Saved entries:
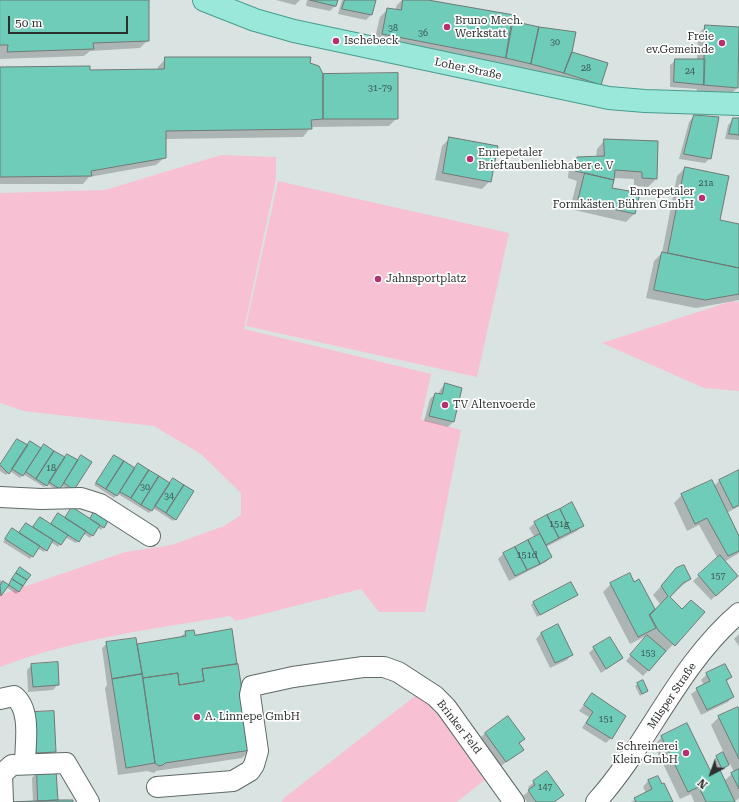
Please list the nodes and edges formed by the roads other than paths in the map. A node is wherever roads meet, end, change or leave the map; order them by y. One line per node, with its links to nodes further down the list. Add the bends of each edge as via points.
1 (204, 0): 2 (main road, Loher Straße, via 255,20 294,31 588,94 645,101)
2 (739, 104)
3 (0, 497): 4 (street, via 82,498 100,504)
4 (150, 536)
5 (739, 613): 13 (street, Milsper Straße, via 699,656 626,763)
6 (0, 699): 7 (street, via 14,696 21,702 26,722)
7 (25, 764): 8 (street, via 12,765); 11 (street, via 66,763)
8 (1, 773): 10 (street)
9 (157, 787): 12 (street, Brinker Feld, via 226,782 245,775 254,765 258,751 250,688 293,677 364,667 384,667 398,672 435,696 446,707)
10 (3, 802)
11 (89, 802)
12 (514, 802)
13 (596, 802)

• **Work to complete**
Leaving the pictures out, give back each line above exactly.

• **Exercise answer**
Please list the nodes and edges formed by the roads other than paths in the map. A node is wherever roads meet, end, change or leave the map; order them by y. One line per node, with its links to nodes further down the list. Add the bends of each edge as via points.
1 (204, 0): 2 (main road, Loher Straße, via 255,20 294,31 588,94 645,101)
2 (739, 104)
3 (0, 497): 4 (street, via 82,498 100,504)
4 (150, 536)
5 (739, 613): 13 (street, Milsper Straße, via 699,656 626,763)
6 (0, 699): 7 (street, via 14,696 21,702 26,722)
7 (25, 764): 8 (street, via 12,765); 11 (street, via 66,763)
8 (1, 773): 10 (street)
9 (157, 787): 12 (street, Brinker Feld, via 226,782 245,775 254,765 258,751 250,688 293,677 364,667 384,667 398,672 435,696 446,707)
10 (3, 802)
11 (89, 802)
12 (514, 802)
13 (596, 802)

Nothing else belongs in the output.